In the listing below, every line with the word "Gegelang" needs to be copied.

========

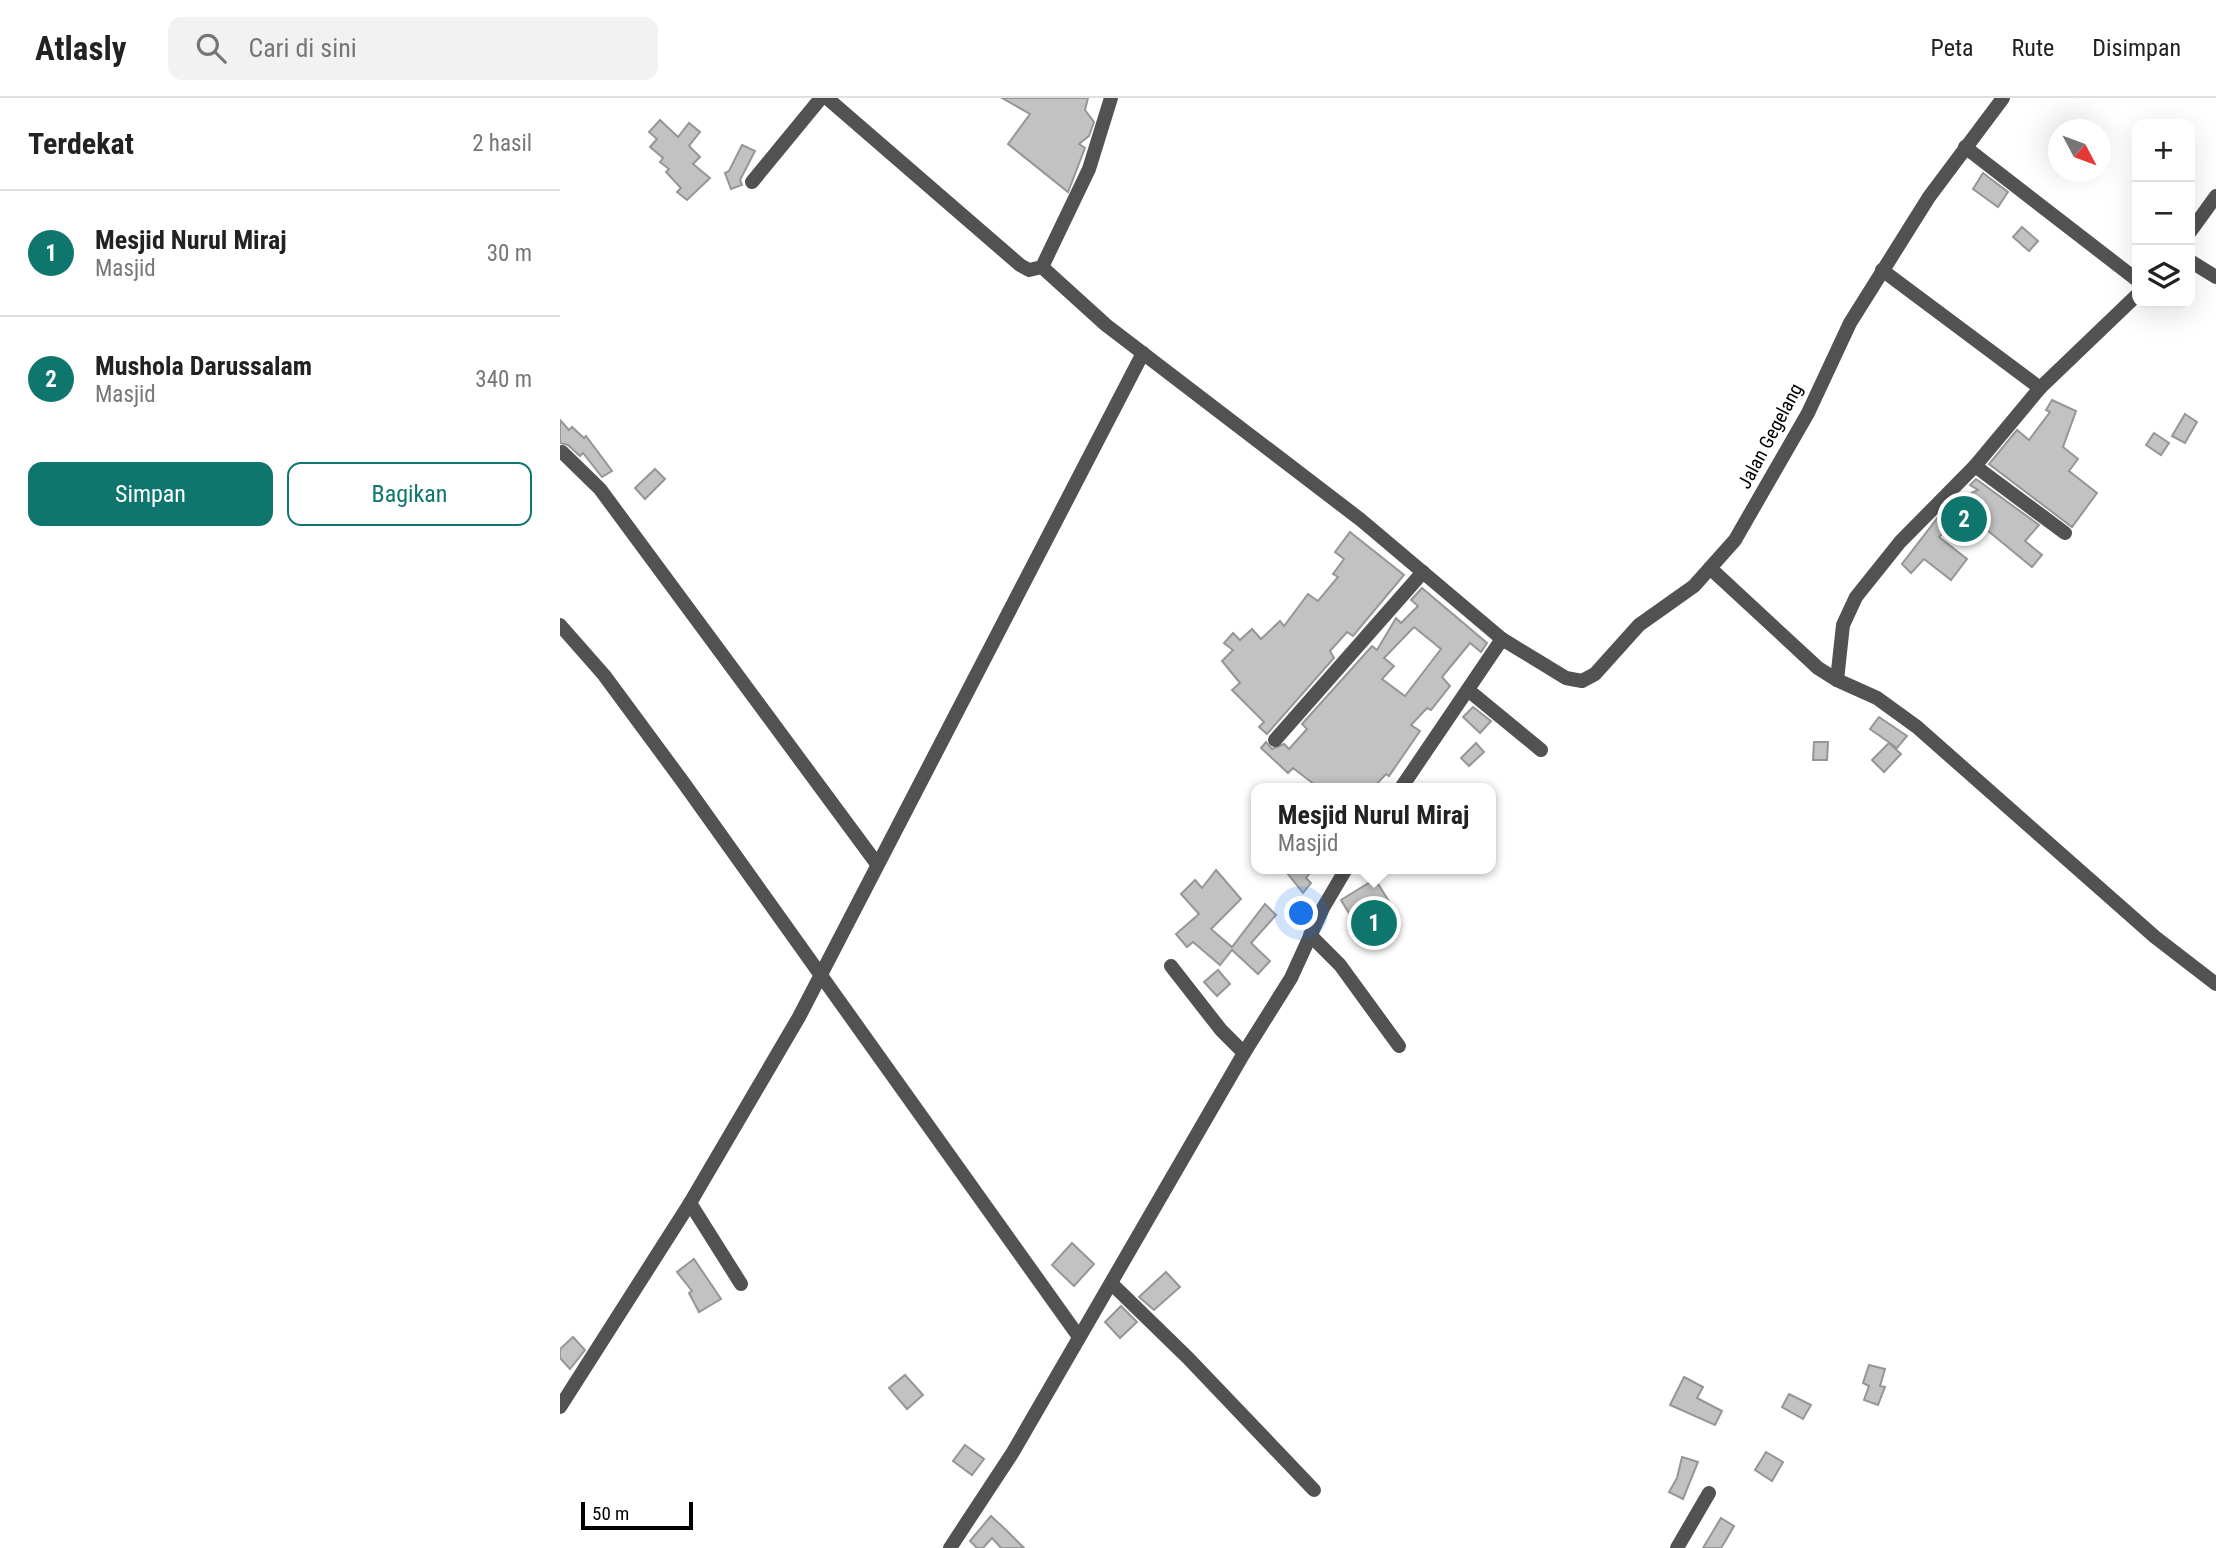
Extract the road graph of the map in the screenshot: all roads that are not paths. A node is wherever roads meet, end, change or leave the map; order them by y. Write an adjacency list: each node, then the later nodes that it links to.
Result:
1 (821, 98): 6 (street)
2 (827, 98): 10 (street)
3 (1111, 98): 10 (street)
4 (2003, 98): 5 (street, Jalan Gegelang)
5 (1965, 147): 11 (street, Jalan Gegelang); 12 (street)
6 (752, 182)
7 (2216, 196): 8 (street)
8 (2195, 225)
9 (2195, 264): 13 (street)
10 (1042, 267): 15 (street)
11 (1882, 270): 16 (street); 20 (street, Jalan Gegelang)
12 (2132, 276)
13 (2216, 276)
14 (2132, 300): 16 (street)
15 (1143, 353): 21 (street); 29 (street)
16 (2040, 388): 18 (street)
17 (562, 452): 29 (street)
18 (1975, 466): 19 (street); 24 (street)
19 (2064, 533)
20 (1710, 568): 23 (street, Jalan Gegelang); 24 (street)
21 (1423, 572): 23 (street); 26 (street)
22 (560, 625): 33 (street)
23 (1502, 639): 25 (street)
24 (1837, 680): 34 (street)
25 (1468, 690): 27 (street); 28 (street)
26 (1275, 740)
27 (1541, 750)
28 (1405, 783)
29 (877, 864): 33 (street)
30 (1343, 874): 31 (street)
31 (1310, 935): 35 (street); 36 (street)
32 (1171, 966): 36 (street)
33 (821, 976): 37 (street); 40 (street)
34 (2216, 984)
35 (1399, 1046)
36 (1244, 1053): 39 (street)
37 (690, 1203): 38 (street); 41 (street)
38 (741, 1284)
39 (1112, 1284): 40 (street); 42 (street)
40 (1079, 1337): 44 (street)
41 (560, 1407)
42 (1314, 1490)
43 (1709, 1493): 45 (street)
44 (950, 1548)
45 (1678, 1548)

========

• [Written solution]:
4 (2003, 98): 5 (street, Jalan Gegelang)
5 (1965, 147): 11 (street, Jalan Gegelang); 12 (street)
11 (1882, 270): 16 (street); 20 (street, Jalan Gegelang)
20 (1710, 568): 23 (street, Jalan Gegelang); 24 (street)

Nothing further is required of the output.